Friday, June 23, 2023

The Golden Ass by Apuleius, trans. Robert Graves

At what point does a translator become as important as the original author? Is there a point where the translator becomes more important?

I read a bunch of things that are translated from their original languages, because I want to appear as a modern man with wide, cosmopolitan tastes. (Or maybe I just read a lot of comics originally from France, but don't read French.) And I write about them all here, by habit or compulsion. When they're translated, I've tended to put the translator in the body of my blog post, somewhere, and sometimes note where I've read different translations of the same underlying work, or otherwise think I can discern something about the translation itself.

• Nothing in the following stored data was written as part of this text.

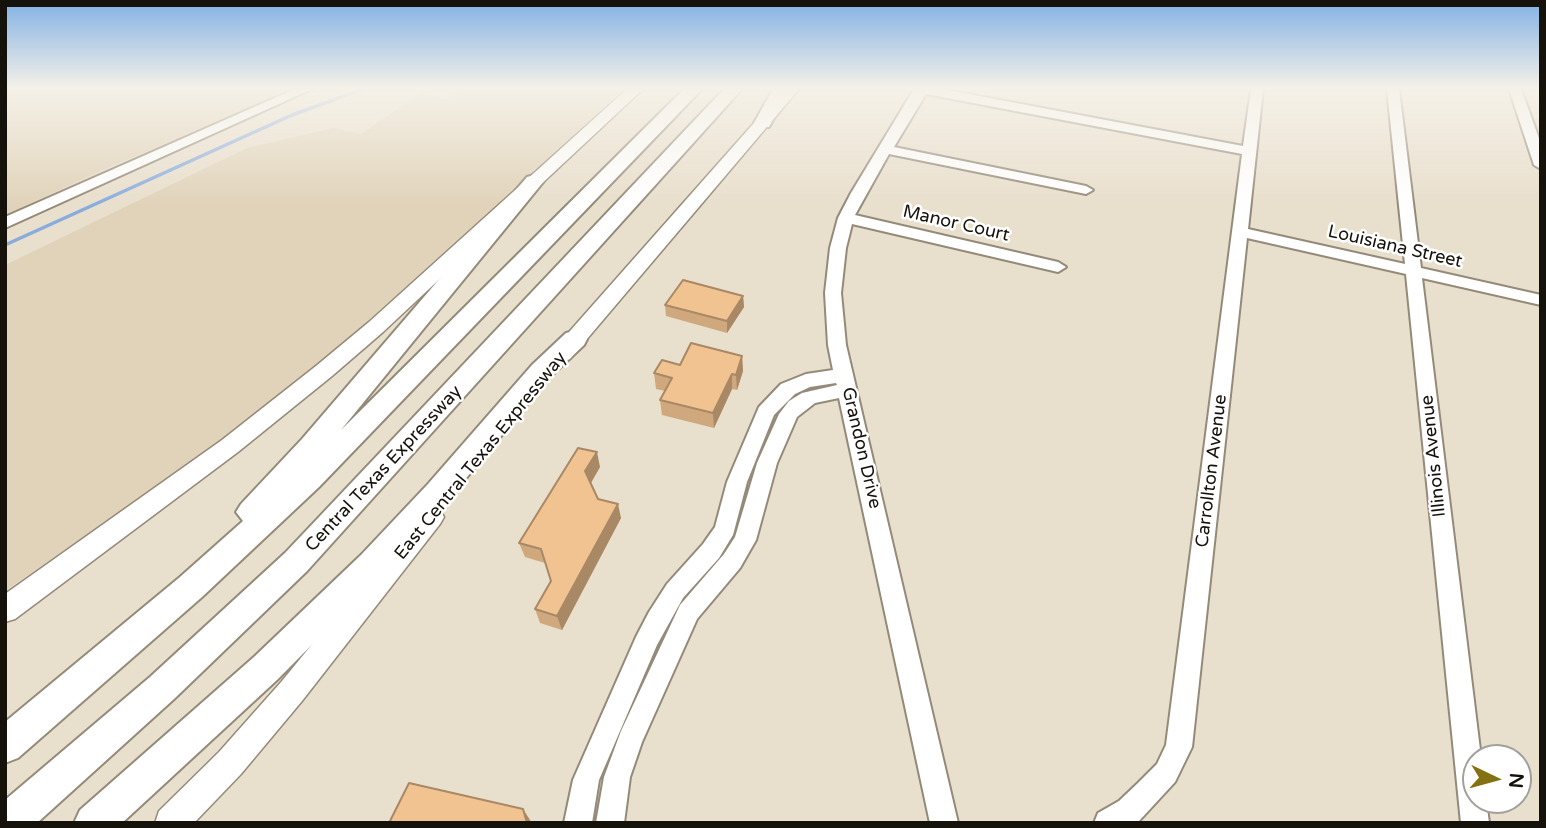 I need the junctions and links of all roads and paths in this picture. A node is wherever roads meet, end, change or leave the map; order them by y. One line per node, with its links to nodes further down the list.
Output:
1 (215, 128): 17 (street)
2 (594, 128): 14 (main road)
3 (656, 128): 29 (highway)
4 (698, 128): 31 (highway, Central Texas Expressway)
5 (759, 128): 22 (main road, East Central Texas Expressway)
6 (898, 128): 11 (street, Grandon Drive)
7 (1124, 128): 12 (street)
8 (1252, 128): 12 (street, Carrollton Avenue)
9 (1397, 128): 20 (street, Illinois Avenue)
10 (1529, 128): 13 (street)
11 (885, 149): 15 (street); 16 (street, Grandon Drive)
12 (1249, 151): 18 (street, Carrollton Avenue)
13 (1541, 165)
14 (534, 181): 25 (main road); 29 (highway)
15 (1086, 190)
16 (846, 218): 19 (street, Manor Court); 23 (street, Grandon Drive)
17 (5, 223)
18 (1240, 232): 20 (street, Louisiana Street); 37 (street, Carrollton Avenue)
19 (1058, 267)
20 (1414, 271): 21 (street, Louisiana Street); 38 (street, Illinois Avenue)
21 (1541, 300)
22 (575, 339): 32 (highway); 33 (main road, East Central Texas Expressway)
23 (846, 382): 24 (street); 36 (street, Grandon Drive)
24 (746, 493): 26 (street); 27 (street)
25 (5, 610)
26 (645, 645): 27 (street); 28 (street)
27 (672, 647): 30 (street)
28 (605, 733): 30 (street); 34 (street)
29 (18, 735)
30 (630, 740): 35 (street)
31 (8, 823)
32 (93, 823)
33 (171, 823)
34 (578, 823)
35 (610, 823)
36 (944, 823)
37 (1108, 823)
38 (1475, 823) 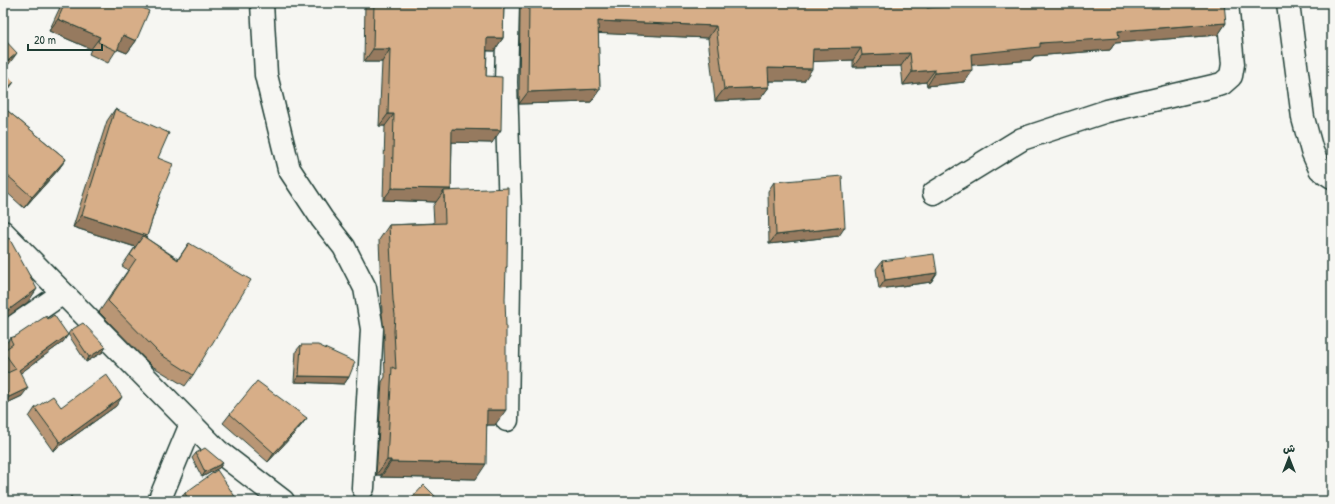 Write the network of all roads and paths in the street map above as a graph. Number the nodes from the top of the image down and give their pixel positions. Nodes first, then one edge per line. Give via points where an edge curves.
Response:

This time, though, I feel like the translator is important enough to get an author credit - maybe because the book cover does that, maybe because he's famous on his own, maybe because this is a nearly two-thousand-year old religious romp translated by one of the greatest prose writers of the last century.

According to the cover, this is The Transformations of Lucius, Otherwise Known as The Golden Ass. Generally, it's just called The Golden Ass. It was written by Apuleius (Lucius was his given name, but, like Madonna or Cher, he's usually called by the single name) around the year 180, and translated in 1947 by novelist Robert Graves, who also provided an introduction.

I'm not enough of a historian to know if this is the oldest surviving picaresque novel. Probably not: there are always earlier versions of everything. But it's early, and it's picaresque, and very obviously and maturely so: this is a story made up of stories, almost fractally, and they're all told with grace and humor and a quietly bawdy air. I'm pretty sure most of the stories in here are versions of things circulating at the time, familiar from storytellers and earlier novels or plays or whatever. (My knowledge of the publishing and literary scene of the mid-second century Latin world is shockingly small.)

So I came here from later picaresques - most obviously, and recently, from Jack Vance's Cugel novels, which also feature a roguish young man with an eye for the ladies traveling across a landscape filled with danger and magical transformations. And the first thing I would say about The Golden Ass is that it is fun to read: Graves' translation is still modern enough to be quick and lively and engaging, and the story is cynical and honest in turn in ways that will resonate just as well in the 21st century. This book is almost two thousand years old, but it's presented in clear language and features people that modern readers will recognize: their religious concerns are very different, but how they interact with each other is instantly familiar.

Apuleius is telling a story ostensibly about himself, about Lucius, a young man traveling in Greece, looking to work as a lawyer and fascinated by stories of witches. This is all true, he claims - it's that kind of book, from that tradition. Along the way, he'll tell us how he was transformed into an ass, and what happened afterward. Even more so, he'll tell us other stories - stories he heard along the way, stories that were told to him, stories upon stories.

It's structured like one long night with a master storyteller, who starts out by telling his own "no shit, there I was" story, gets sidetracked for long periods with "oh, and while I was there, I heard this fascinating tale," but always comes back to the core narrative and ends all of those stories well. In the end, it's actually a religious parable, I think: but the fun part for a modern reader is that it's a pagan Latin parable, all about how you need to devote your life to the correct mystery cults, and then wealth and success will follow you in your life forevermore. (Or something like that: Graves has some details in his introduction, and the last chapter is Apuleius directly talking about all of his successive initiations and why they were each important.)

This is one of the most frivolous and light-hearted "classics" I have ever read. It does have a moral at the end, as I just noted, but the moral comes out of such a different world and set of expectations that most modern readers won't even take it as a moral. I can recommend it even to readers allergic to morals, and anyone who likes stories within stories, picaresque adventures, or good-natured rogues.